Watch: Holocaust survivor's message to Western Wall visitors

Born in Auschwitz, 92-year-old Samuel Beller is the sole member of his family to survivor the war, narrowly avoiding death at the war's end.

Arutz Sheva Staff ,

Samuel Beller
Samuel Beller
Western Wall News

A 92-year-old Holocaust survivor who was born in Auschwitz and worked in slave labor camps during the war shared his story with visitors to the Western Wall in Jerusalem this week.

Samuel Beller, who was rescued from a Nazi death march in the end of the war in Europe, described the starvation and close brush with death he endured during the Holocaust.

“I’m the only survivor of my whole family,” Beller said.

Born in 1927, Beller grew up in a southern Polish town which later gave its name to what became perhaps the most famous concentration camp of the Holocaust – Auschwitz.

“Before the war I lived in Auschwitz – what was called Oświęcim.”

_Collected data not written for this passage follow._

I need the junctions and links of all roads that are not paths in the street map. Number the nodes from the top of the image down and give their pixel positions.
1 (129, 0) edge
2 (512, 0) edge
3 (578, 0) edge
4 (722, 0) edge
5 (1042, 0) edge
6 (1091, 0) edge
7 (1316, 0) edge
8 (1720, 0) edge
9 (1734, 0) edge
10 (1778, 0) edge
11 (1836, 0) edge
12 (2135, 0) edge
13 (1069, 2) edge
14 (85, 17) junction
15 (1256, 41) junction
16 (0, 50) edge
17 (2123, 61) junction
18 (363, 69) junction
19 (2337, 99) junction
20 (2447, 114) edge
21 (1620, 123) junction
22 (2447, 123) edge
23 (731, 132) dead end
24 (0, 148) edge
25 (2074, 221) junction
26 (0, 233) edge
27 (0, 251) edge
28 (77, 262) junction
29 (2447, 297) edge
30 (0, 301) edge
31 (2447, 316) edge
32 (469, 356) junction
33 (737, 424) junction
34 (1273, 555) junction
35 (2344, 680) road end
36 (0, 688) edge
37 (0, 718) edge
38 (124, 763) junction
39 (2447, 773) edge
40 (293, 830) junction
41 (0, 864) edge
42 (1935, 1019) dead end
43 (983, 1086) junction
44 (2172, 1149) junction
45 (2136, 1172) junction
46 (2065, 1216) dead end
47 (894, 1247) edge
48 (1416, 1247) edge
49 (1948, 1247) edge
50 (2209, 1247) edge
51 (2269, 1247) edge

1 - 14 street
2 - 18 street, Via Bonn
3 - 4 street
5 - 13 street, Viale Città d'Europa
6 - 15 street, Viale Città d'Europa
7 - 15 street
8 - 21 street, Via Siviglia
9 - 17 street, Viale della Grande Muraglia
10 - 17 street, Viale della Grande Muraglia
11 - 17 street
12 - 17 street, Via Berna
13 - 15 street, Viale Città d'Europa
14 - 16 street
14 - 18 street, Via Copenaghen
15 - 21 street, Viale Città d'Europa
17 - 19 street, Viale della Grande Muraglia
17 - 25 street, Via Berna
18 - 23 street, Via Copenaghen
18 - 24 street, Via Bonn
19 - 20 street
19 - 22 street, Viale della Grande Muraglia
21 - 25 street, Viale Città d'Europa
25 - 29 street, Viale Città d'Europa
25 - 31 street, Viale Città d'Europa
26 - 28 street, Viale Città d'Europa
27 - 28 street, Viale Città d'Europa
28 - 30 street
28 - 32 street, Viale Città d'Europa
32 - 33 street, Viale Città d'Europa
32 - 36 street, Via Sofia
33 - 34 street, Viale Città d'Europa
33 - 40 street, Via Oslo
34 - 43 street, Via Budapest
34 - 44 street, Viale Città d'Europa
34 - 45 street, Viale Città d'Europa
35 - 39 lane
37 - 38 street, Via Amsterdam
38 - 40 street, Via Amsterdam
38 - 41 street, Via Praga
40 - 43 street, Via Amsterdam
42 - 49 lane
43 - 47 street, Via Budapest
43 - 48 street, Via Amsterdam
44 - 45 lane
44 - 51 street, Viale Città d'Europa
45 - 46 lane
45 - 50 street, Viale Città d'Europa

Beller was sent to a number of slave labor camps during the war, before being forced to join one of the death marches organized by the Nazis late in the war.

"I was five years and eight months in the German" occupied area. "I was in the concentration camps, the ghettos. I was [being] beaten, I was starving.”

While being transferred from one concentration camp to another, Beller was forced to ride in crowded cattle cars, sometimes for days on end.

"They put us in cattle trains. They were full, a hundred people or more.

"We didn't know where we were going. There was no light, no sanitation, nothing. Day and night, day and night. A lot of people died then. A lot of people got sick. We were all bunched up in a cattle train. This was at the end of the war. It was in the last six-seven months.

"Finally they open up the cattle train one day, two American soldiers came and they told us 'You're free, you're free.' We didn't know what 'free' is.

"They brought ambulances to take the sick people out. There were dead people there. They brought out a wagon full with food from the Red Cross. They didn't give us a stich - not a drop - for ten days.

“I ate grass, one time I got some potato skins. Then when they opened up the wagons, people started eating. A lot of them got sick, a lot of them died. I wound up in the hospital, I was critical, three months in the hospital.”